What is High-Stakes Testing?
The term, “high-stakes testing” refers to testing students and tying the test results to major—“high-stakes”—punitive consequences for schools and students. Examples of high stakes consequences for test results include: using a test to decide if a student will repeat a grade, using a test to decide if a student graduates, and using a test to decide if a school should be taken over by the district or state.

Many people believe that high-stakes testing hurts education. For information on common concerns about high-stakes testing, visit the FairTest website.

High-Stakes Testing and Racism
The origins of standardized testing in the United States is closely tied to the eugenics movement which was shaped by the belief that intelligence varies according to racial and ethnic group. Testing was intentionally used to prove a connection between intelligence and race and to then sort students of color into nonacademic settings. (For an article that summarizes this history, click here to download PDF).

Today, a stated intention of high-stakes testing is to close the achievement gap between students of color and white students. Unfortunately, high-stakes testing often continues to result in sorting students of color into lower quality educational settings or pushing them out of school altogether.

The REAL Education perspective on high-stakes testing
High-stakes testing changes teaching and learning. Because school staff are so afraid of the punishments that might come from poor test results, everything they do focuses on achieving certain levels of test results as quickly as possible. This especially happens in schools and districts where there are mainly low-income students of color. More affluent schools with more white students are often protected from some of the most damaging changes in teaching that come from high-stakes testing.
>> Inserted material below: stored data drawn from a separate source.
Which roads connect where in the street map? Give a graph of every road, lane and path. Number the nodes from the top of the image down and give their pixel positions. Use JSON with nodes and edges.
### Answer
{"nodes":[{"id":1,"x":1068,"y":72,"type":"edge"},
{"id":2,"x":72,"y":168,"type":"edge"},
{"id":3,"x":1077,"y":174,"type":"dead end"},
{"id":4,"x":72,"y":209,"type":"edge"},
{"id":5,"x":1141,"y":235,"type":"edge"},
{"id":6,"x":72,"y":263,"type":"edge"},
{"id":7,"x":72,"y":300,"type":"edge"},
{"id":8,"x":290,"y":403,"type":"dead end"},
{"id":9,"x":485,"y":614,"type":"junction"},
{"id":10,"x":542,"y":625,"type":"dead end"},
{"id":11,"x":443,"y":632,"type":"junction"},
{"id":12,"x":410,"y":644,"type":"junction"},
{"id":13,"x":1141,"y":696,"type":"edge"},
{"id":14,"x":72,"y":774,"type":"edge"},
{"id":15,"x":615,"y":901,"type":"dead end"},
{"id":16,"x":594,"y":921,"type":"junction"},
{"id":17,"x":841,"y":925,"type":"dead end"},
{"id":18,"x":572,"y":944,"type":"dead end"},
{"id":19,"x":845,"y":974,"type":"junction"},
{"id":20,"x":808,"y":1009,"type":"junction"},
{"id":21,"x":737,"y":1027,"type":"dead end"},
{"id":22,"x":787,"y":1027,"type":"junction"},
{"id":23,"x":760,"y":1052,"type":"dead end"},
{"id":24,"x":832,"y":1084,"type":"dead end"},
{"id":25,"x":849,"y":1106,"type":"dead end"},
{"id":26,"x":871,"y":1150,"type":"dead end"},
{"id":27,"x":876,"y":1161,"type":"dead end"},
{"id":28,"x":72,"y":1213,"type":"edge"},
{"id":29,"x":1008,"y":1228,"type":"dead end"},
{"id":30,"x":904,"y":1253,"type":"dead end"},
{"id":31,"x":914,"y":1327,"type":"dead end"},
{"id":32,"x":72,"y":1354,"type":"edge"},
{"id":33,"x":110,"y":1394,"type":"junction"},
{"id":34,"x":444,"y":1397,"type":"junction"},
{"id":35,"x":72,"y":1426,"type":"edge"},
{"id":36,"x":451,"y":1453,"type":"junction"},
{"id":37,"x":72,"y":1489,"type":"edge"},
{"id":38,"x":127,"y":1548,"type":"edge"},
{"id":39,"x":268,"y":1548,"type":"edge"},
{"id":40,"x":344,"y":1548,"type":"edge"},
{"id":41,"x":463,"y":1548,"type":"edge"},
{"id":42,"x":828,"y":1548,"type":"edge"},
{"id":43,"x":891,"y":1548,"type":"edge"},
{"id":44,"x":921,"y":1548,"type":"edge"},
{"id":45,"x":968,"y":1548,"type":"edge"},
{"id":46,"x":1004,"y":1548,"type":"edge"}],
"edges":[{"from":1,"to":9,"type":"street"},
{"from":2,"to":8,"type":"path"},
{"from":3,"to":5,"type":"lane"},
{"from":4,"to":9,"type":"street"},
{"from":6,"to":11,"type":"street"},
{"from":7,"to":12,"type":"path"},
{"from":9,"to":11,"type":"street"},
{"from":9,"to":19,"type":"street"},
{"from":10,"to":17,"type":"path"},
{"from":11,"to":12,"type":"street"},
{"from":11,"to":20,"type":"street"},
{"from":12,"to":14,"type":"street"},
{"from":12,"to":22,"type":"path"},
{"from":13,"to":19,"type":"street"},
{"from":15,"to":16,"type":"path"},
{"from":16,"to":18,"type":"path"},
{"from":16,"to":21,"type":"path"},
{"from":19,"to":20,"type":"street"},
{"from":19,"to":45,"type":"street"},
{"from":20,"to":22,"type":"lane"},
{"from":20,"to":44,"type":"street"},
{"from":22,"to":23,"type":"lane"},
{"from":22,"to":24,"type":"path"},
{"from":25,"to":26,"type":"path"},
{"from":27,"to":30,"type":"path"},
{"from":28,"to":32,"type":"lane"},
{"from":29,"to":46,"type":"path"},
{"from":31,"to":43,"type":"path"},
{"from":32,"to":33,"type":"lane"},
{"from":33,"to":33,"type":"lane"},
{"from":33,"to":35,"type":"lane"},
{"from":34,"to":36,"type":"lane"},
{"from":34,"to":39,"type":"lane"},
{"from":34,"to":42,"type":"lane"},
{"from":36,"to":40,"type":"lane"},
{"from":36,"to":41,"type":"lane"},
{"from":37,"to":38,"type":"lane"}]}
High-stakes testing makes it difficult to offer REAL Education for Minds & Souls. Teachers and principals feel so much pressure to focus on getting test scores up, that they cut out learning that is relevant to students’ cultures and communities. They cut out learning that builds on languages other than English, because the tests are in English. They cut out learning that helps students think critically about social justice issues and what they can do to build a more just world. There is not time for arts or sports, and often not time for social studies or science because math and reading are the main subjects that are tested. The tests are usually in a multiple choice format, so learning does not involve activities that do not prepare students for this format—schools cut out activities such as having discussions, writing, working on projects, or exploring issues in depth. Finally, schools cut out time to build a school community and caring relationships.

Some people who oppose high-stakes testing are generally against efforts to hold the school system responsible for how it educates students. While Justice Matters is critical of the impact of high-stakes testing, we very much support efforts to increase responsibility for our schools. We want REAL responsibility, where everyone who has a role in education genuinely feels responsible and holds each other responsible for providing REAL learning for low-income students of color.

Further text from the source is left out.